The literary climax of Fyodor Dostoevsky’s The Brothers Karamazov is a poem entitled ‘The Grand Inquisitor,’ in which Ivan––who is one of the Karamazov brothers––presents a startling challenge to the Christian idea of God. In the poem, Ivan imagines that it is the 16th century, and Jesus has come back to earth during the Catholic Inquisition. Jesus is brought before the Cardinal Grand Inquisitor himself, who argues that Jesus had been wrong to resist the devil during his temptation in the wilderness. More specifically, the Cardinal says that by resisting temptation the way he had, Jesus created the possibility for human freedom––a reality that has plagued humanity ever since.
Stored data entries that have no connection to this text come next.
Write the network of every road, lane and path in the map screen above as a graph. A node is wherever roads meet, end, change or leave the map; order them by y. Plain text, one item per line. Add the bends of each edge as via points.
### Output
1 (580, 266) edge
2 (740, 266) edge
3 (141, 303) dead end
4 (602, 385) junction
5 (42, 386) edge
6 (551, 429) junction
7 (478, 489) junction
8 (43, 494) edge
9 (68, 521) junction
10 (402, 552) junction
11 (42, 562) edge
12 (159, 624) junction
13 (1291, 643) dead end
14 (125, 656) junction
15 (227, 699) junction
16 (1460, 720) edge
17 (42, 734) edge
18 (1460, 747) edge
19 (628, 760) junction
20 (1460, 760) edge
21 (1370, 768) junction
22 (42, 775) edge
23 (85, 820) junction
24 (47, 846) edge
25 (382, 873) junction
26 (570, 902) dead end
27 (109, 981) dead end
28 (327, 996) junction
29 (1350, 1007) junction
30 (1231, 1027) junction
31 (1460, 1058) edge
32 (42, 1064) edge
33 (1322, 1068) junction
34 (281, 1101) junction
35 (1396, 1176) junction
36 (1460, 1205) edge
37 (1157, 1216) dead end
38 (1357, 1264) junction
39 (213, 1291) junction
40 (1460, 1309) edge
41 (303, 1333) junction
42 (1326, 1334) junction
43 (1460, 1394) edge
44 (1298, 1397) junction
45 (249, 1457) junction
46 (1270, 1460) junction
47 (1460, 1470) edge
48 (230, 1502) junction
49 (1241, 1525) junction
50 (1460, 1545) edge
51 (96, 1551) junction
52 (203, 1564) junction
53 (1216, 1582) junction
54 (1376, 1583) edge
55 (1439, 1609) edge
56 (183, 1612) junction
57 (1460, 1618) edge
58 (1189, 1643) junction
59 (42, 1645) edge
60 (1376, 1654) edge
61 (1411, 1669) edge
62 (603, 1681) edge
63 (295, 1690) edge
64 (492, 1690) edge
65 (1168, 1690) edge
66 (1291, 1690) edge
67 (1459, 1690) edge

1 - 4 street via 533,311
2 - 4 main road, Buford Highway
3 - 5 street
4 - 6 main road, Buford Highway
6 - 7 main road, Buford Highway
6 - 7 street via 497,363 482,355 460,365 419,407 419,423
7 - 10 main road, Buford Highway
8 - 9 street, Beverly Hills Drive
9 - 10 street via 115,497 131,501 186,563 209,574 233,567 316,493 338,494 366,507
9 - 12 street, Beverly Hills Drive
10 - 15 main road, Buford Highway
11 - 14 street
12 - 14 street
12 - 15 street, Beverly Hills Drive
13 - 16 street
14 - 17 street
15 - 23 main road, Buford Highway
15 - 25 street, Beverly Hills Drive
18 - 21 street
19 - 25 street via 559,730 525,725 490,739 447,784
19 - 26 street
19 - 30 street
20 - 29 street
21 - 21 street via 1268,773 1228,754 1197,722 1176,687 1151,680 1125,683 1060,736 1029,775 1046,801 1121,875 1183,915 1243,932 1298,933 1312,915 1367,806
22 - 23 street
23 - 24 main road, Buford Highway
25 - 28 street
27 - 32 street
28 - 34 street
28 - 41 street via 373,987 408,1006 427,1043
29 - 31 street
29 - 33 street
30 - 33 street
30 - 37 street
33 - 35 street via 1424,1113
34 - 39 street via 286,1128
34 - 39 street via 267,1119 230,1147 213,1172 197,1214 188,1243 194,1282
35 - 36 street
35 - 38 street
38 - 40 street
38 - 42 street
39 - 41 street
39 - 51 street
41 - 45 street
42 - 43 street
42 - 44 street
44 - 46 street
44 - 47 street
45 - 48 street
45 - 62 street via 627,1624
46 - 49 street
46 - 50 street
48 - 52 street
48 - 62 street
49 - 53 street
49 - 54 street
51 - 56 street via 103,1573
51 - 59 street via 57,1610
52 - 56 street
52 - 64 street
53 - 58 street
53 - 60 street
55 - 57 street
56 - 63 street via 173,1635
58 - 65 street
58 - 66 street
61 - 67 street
Humanity would have been better off, he says, had Jesus given them security instead of freedom.
Regarding the second temptation specifically (Matt. 4:6), the Grand Inquisitor asks Jesus: “Oh, of course, in this you acted proudly and magnificently, like God, but mankind…could you possibly have assumed, even for a moment, that mankind…would be strong enough for such a temptation?…[A]s soon as man rejects miracles, he will at once reject God as well, for man seeks not so much God as miracles. And since man cannot bear to be left without miracles, he will go and create new miracles for himself, his own miracles this time, and will bow down to the miracles of quacks.”
One of the things that makes Ivan’s poem so disturbing is that he is right, in so far as he goes. Indeed, a century and a half later, living as we are in an age where we worship––that is, give our hearts and our resources to––idols created through consumeristic technologies (the miracles of the modern marketplace), Dostoevsky appears altogether prescient. For in longing for these signs, we have sacrificed our freedom to the endless cycle of production of consumption. Chasing after these chimeras, we have become enslaved by them.
The church is not exempt from this. In fact, we are at times the worst offenders. So, Dostoevsky has his Cardinal go so far as to say that, from the time that Jesus made his fatal error, the church has been in the secret service of Satan––working on his behalf to protect the world from the freedom that Jesus gave them. In our day, we portend to offer the world these sorts of signs––in their various forms––in an act of self-preservation, aiming to stay relevant to a world now full of competing gods. Yet in doing so, we have subverted our most basic relationship to God, making ourselves the “tester,” and he the one “tested.”
But Lent offers a powerful corrective to this. To a world captivated by the spectacle, and a world whose hope is placed in great shows of authority and power, Lent calls us to the humility and weakness of the cross. That is, between false ideas of both freedom and power, Lent trains us to set aside the temptation to test God––the God in whose service, the Book of Common Prayer tells us, is perfect freedom.